Pictured people or hands with joints
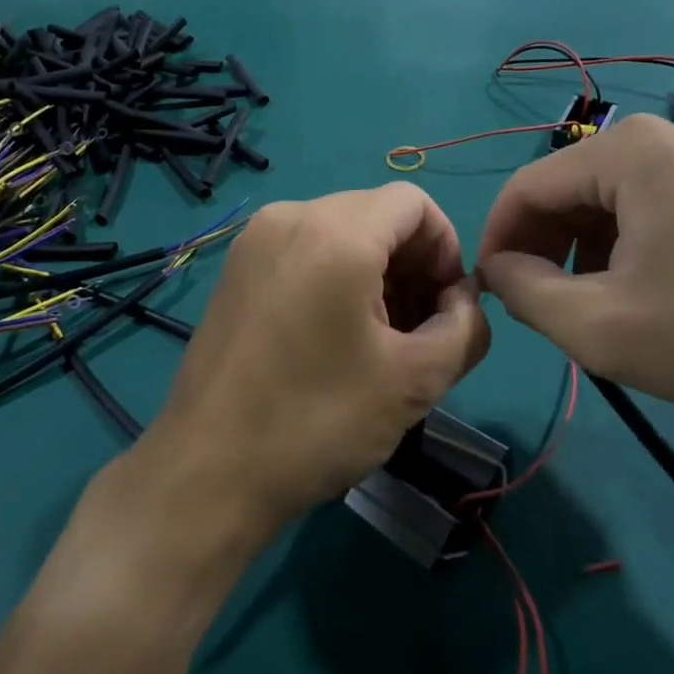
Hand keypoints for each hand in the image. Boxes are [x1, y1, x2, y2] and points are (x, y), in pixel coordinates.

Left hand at [145, 185, 491, 535]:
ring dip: (375, 274)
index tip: (445, 307)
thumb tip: (463, 301)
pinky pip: (303, 251)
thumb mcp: (414, 380)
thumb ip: (464, 327)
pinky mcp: (235, 270)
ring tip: (379, 341)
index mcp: (334, 232)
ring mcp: (253, 242)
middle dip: (412, 264)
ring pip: (339, 232)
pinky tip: (335, 337)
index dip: (446, 248)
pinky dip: (335, 277)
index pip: (413, 203)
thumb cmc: (317, 421)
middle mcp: (289, 217)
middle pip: (375, 215)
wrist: (208, 470)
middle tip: (417, 331)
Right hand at [475, 114, 673, 418]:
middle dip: (541, 247)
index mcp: (626, 152)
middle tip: (539, 305)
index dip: (496, 240)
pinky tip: (637, 291)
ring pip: (604, 200)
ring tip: (589, 305)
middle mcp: (662, 137)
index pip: (526, 187)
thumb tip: (497, 268)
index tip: (490, 293)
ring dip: (579, 250)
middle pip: (566, 189)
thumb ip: (524, 293)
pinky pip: (646, 205)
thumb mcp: (599, 327)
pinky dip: (621, 245)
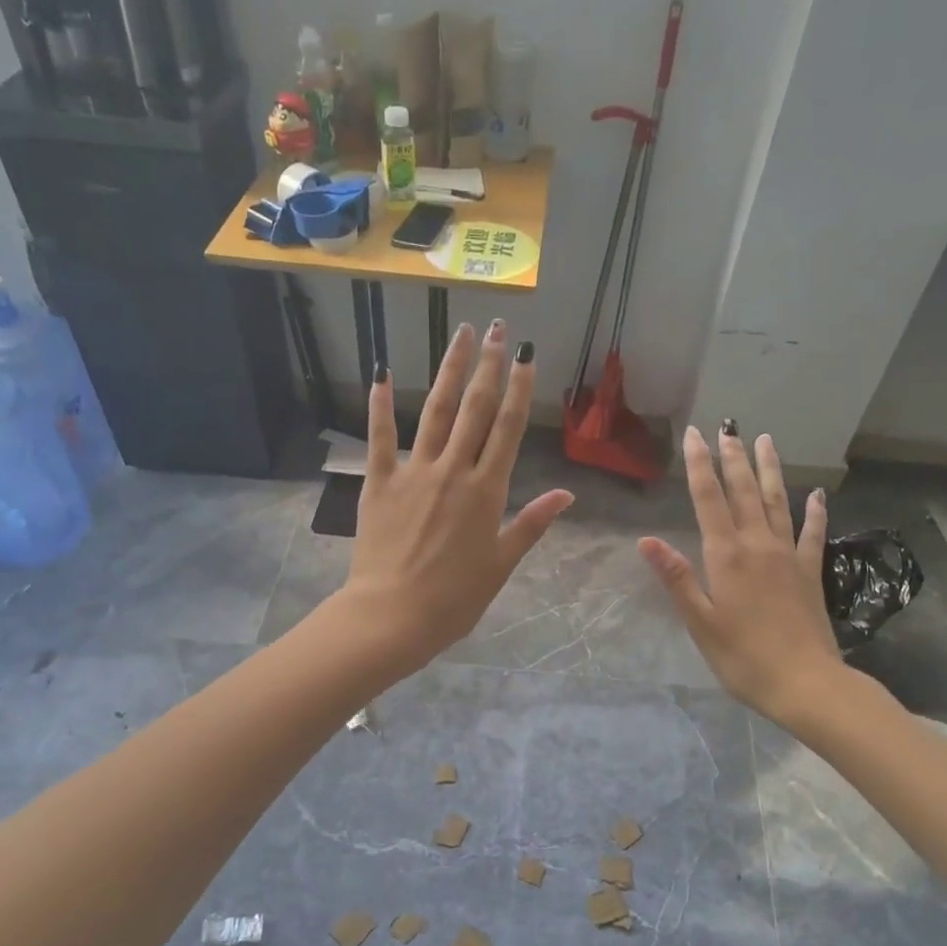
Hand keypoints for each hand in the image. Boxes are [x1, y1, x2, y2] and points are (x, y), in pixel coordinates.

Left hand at [339, 321, 572, 673]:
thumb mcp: (501, 564)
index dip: (520, 388)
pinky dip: (379, 404)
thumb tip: (567, 495)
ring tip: (461, 336)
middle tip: (497, 329)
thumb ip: (531, 524)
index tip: (527, 355)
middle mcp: (453, 471)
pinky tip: (380, 372)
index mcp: (487, 491)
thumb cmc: (454, 598)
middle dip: (489, 366)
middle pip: (475, 409)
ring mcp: (414, 473)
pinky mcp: (379, 483)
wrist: (393, 616)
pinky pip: (380, 438)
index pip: (509, 428)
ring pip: (435, 412)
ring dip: (450, 372)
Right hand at [639, 424, 839, 721]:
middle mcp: (758, 545)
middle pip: (744, 492)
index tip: (694, 435)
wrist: (806, 683)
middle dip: (733, 458)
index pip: (708, 500)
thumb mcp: (700, 621)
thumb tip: (647, 540)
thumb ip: (676, 578)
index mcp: (727, 556)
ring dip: (769, 470)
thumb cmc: (743, 657)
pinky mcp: (810, 572)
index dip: (699, 466)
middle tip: (727, 428)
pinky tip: (817, 494)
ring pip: (777, 502)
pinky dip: (815, 511)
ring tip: (765, 441)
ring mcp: (788, 556)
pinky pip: (813, 534)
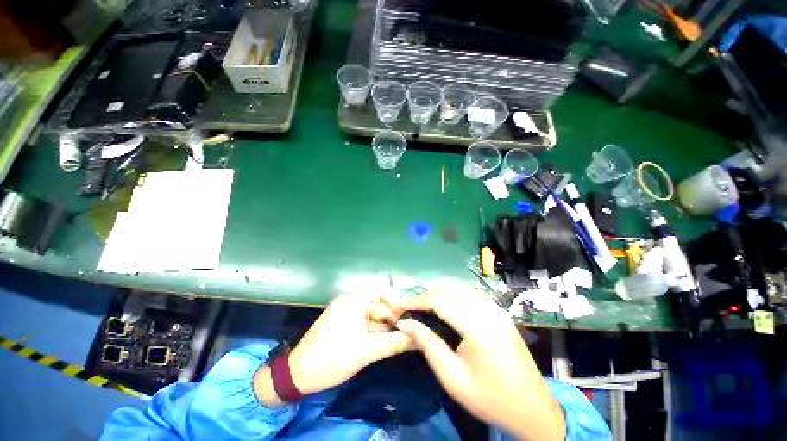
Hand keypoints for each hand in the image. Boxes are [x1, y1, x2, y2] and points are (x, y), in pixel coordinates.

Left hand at [254, 294, 413, 405]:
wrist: (297, 374)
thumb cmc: (333, 360)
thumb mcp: (367, 352)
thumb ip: (395, 342)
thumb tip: (418, 338)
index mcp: (353, 301)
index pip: (382, 289)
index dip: (397, 301)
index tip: (409, 316)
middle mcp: (349, 299)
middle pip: (377, 300)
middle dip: (391, 315)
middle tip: (403, 330)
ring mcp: (343, 309)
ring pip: (371, 310)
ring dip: (383, 322)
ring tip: (394, 336)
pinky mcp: (340, 318)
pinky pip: (362, 317)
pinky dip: (372, 326)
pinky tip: (379, 339)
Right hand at [395, 287, 565, 440]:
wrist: (533, 409)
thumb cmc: (491, 399)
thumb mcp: (453, 379)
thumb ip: (428, 345)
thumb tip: (405, 323)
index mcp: (479, 328)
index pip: (440, 301)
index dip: (415, 301)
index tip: (397, 307)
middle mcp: (489, 311)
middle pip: (448, 290)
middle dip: (424, 296)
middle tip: (408, 309)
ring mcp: (496, 309)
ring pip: (458, 289)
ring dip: (437, 295)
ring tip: (421, 309)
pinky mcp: (498, 311)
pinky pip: (469, 295)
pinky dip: (451, 297)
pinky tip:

**To do:** Read through the entries above and copy each line that has the string "Left" in it.

**Exercise response:**
Left hand at [145, 185, 491, 535]:
Left hand at [339, 321, 572, 673]:
Left hand at [254, 294, 413, 405]:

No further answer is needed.